:: WHAT YOU HAVE TO DO ::
Every line with the word "Gordon" in it should be extracted from the data that follows.

--- DATA FOR THE TASK Enclosed Below ---

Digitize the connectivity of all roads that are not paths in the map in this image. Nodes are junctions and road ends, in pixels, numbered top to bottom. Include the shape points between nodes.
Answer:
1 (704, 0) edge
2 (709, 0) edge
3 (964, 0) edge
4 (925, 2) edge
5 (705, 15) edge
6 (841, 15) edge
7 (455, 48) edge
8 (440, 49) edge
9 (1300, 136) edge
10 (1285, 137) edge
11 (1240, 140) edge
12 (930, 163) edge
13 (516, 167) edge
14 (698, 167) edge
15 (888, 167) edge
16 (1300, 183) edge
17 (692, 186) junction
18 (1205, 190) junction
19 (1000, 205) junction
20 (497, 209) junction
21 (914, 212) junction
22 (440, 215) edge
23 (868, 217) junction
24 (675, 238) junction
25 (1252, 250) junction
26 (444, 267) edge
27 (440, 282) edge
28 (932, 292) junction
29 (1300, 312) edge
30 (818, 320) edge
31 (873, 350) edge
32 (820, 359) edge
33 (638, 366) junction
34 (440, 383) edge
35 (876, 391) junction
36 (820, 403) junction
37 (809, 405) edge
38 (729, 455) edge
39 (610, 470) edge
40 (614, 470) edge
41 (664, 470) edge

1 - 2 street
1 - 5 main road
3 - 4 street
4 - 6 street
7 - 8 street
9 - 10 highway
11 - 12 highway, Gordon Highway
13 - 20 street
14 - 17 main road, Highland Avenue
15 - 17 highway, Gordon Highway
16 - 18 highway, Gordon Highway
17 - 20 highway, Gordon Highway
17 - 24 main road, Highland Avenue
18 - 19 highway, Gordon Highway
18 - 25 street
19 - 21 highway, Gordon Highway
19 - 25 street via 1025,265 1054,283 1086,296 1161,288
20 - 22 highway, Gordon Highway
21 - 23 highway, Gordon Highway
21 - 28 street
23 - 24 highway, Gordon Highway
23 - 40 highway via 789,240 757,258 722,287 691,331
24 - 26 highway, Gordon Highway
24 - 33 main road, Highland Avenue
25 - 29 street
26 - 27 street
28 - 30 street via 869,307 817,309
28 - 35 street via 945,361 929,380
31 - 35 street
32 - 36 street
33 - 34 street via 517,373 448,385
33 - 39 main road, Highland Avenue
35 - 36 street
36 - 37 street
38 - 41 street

--- End of Enclosed DATA FOR THE TASK ---

:: TASK RESULT ::
11 - 12 highway, Gordon Highway
15 - 17 highway, Gordon Highway
16 - 18 highway, Gordon Highway
17 - 20 highway, Gordon Highway
18 - 19 highway, Gordon Highway
19 - 21 highway, Gordon Highway
20 - 22 highway, Gordon Highway
21 - 23 highway, Gordon Highway
23 - 24 highway, Gordon Highway
24 - 26 highway, Gordon Highway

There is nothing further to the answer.